A Story of East Pennsauken: “Uncle Wes”

John Wesley "Wes" Brown was born in Delaware around 1857. His father, also named John Wesley Brown brought his family to Stockton Township in Camden County during the 1860s. Stockton Township in those times consisted of what is today the Borough of Merchantville and the Cramer Hill and East Camden sections of Camden.

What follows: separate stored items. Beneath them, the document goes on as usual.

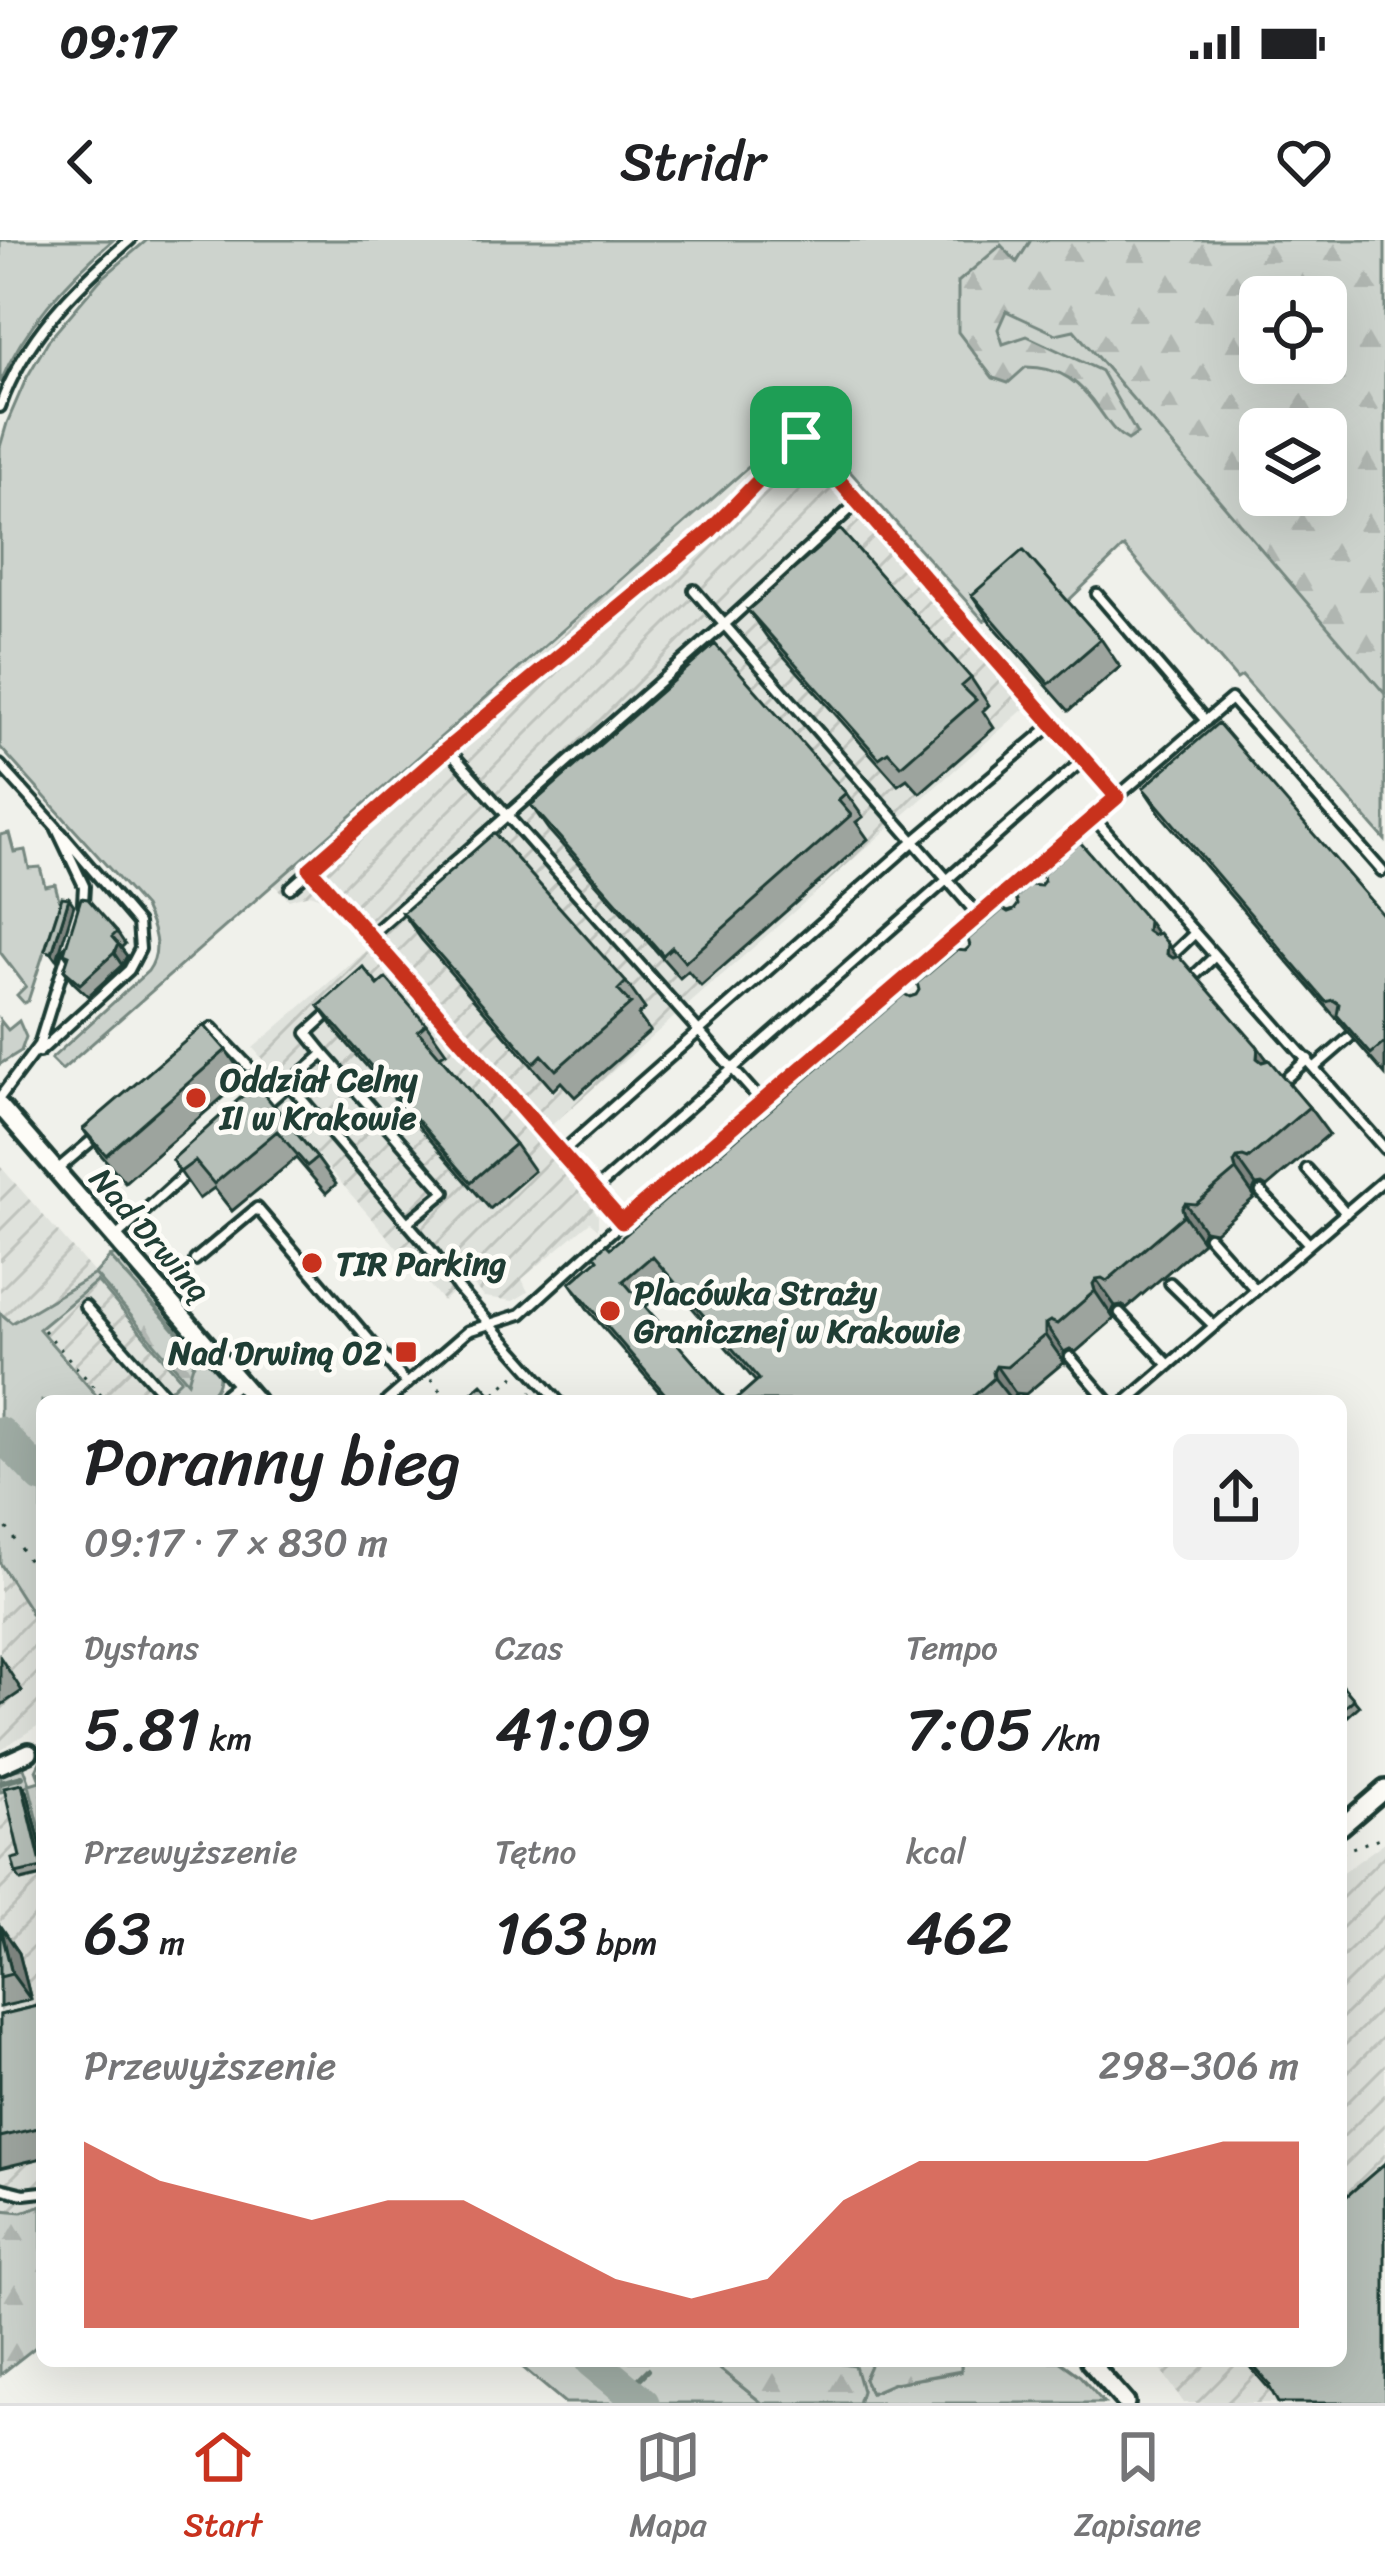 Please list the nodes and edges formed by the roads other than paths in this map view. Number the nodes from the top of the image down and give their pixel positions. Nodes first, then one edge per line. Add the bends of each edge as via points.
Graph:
1 (130, 240) edge
2 (0, 407) edge
3 (858, 502) junction
4 (694, 590) dead end
5 (1096, 594) dead end
6 (724, 625) junction
7 (1206, 721) junction
8 (1053, 724) junction
9 (447, 749) junction
10 (1084, 759) junction
11 (0, 765) edge
12 (1117, 797) junction
13 (506, 815) junction
14 (1093, 818) junction
15 (56, 827) junction
16 (913, 842) junction
17 (310, 869) junction
18 (1382, 871) edge
19 (1026, 875) junction
20 (947, 880) junction
21 (290, 887) dead end
22 (1041, 891) edge
23 (1000, 898) junction
24 (1014, 914) edge
25 (979, 916) junction
26 (78, 920) edge
27 (1195, 933) junction
28 (370, 937) junction
29 (952, 939) junction
30 (72, 940) edge
31 (1173, 954) edge
32 (966, 956) edge
33 (1215, 956) junction
34 (1192, 977) edge
35 (338, 1005) edge
36 (698, 1031) junction
37 (1351, 1036) edge
38 (196, 1043) edge
39 (324, 1054) junction
40 (1311, 1064) junction
41 (248, 1066) dead end
42 (22, 1067) junction
43 (732, 1069) junction
44 (1283, 1081) edge
45 (289, 1084) junction
46 (0, 1097) edge
47 (761, 1102) junction
48 (0, 1106) edge
49 (261, 1108) edge
50 (101, 1132) edge
51 (1385, 1149) edge
52 (561, 1153) junction
53 (193, 1168) edge
54 (1306, 1169) dead end
55 (57, 1170) junction
56 (1385, 1180) edge
57 (594, 1190) junction
58 (1261, 1192) dead end
59 (1346, 1213) junction
60 (622, 1222) junction
61 (407, 1223) junction
62 (1209, 1237) dead end
63 (115, 1238) junction
64 (1309, 1244) junction
65 (195, 1260) dead end
66 (1170, 1283) dead end
67 (1256, 1290) junction
68 (85, 1306) dead end
69 (1120, 1313) dead end
70 (489, 1323) junction
71 (1214, 1326) junction
72 (1070, 1357) dead end
73 (1169, 1365) junction
74 (239, 1382) junction
75 (407, 1384) junction
76 (165, 1395) edge
77 (224, 1395) edge
78 (251, 1395) edge
79 (394, 1395) edge
80 (554, 1395) edge
81 (1103, 1395) edge
82 (1134, 1395) edge
83 (29, 1752) dead end
84 (0, 1765) edge
85 (1385, 1789) edge
86 (1347, 1822) edge
87 (0, 2188) edge
88 (36, 2193) edge
89 (1095, 2367) edge
90 (1126, 2403) edge

1 - 2 lane via 59,308
3 - 6 lane
3 - 8 lane
3 - 9 lane via 801,437 709,532
4 - 6 lane
5 - 7 lane
6 - 13 lane
6 - 16 lane
7 - 12 lane
7 - 18 lane via 1231,699
8 - 10 lane
8 - 16 lane
9 - 13 lane
9 - 17 lane
10 - 12 lane
10 - 20 lane
11 - 15 lane
12 - 14 lane
13 - 28 lane
13 - 36 lane
14 - 19 lane
14 - 27 lane
15 - 26 lane via 84,886
15 - 42 lane via 139,923 140,949 129,970
16 - 20 lane
16 - 36 lane
17 - 21 lane
17 - 28 lane
19 - 22 lane
19 - 23 lane
20 - 25 lane
20 - 43 lane
23 - 24 lane
23 - 25 lane
25 - 29 lane
27 - 31 lane
27 - 33 lane
28 - 52 lane
29 - 32 lane
29 - 47 lane
30 - 42 lane via 39,1045
33 - 34 lane
33 - 40 lane
35 - 39 lane via 307,1033
36 - 43 lane
36 - 52 lane
37 - 40 lane
38 - 41 lane via 212,1028
39 - 45 lane
39 - 61 lane via 445,1192
40 - 44 lane
40 - 51 lane
42 - 46 lane
43 - 47 lane
43 - 57 lane
45 - 49 lane
45 - 61 lane
47 - 60 lane
48 - 55 street, Nad Drwiną
50 - 55 lane
52 - 57 lane
53 - 63 lane
54 - 59 lane
55 - 63 street, Nad Drwiną
56 - 59 lane
57 - 60 lane
58 - 64 lane
59 - 64 lane
60 - 70 lane via 521,1314
61 - 70 lane
62 - 67 lane
63 - 74 street, Nad Drwiną
64 - 67 lane
65 - 75 lane via 257,1208
66 - 71 lane
67 - 71 lane
68 - 76 lane
69 - 73 lane
70 - 75 lane via 468,1331
70 - 80 lane
71 - 73 lane
72 - 81 lane
73 - 82 lane
74 - 77 lane
74 - 78 street, Nad Drwiną
75 - 79 lane
83 - 84 street
85 - 86 street
87 - 88 lane
89 - 90 street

Wes Brown, like his father before him, was a farm worker. He appears also to have been a prudent man, by 1900 he owned a home at 8516 Park Avenue in Pennsauken Township, just off Haddonfield Road. He was still living there and working on local farms as late as the spring of 1930, with his wife Rebecca and four adult, unmarried children. His sons, Rufus and Alexander, were also farm workers. Alexander had seen military duty during World War I.

Oscar T. Felton and his family were farming in Stockton Township as early as 1860. By the 1890s he had moved to Pennsauken. Oscar's son Winfield  was about three years younger than Wes Brown, son Allen Felton, about a dozen years younger. Allen Felton was living and working with his father as late as 1900. The Wes Brown and Oscar Felton families were neighbors in the 1890s and 1900s, only a few households away according to the census sheets. 

Allen Felton's sons are the brothers mentioned above as musicians. It appears that Allen Felton and Wes Brown had a working relationship that spanned both their lifetimes.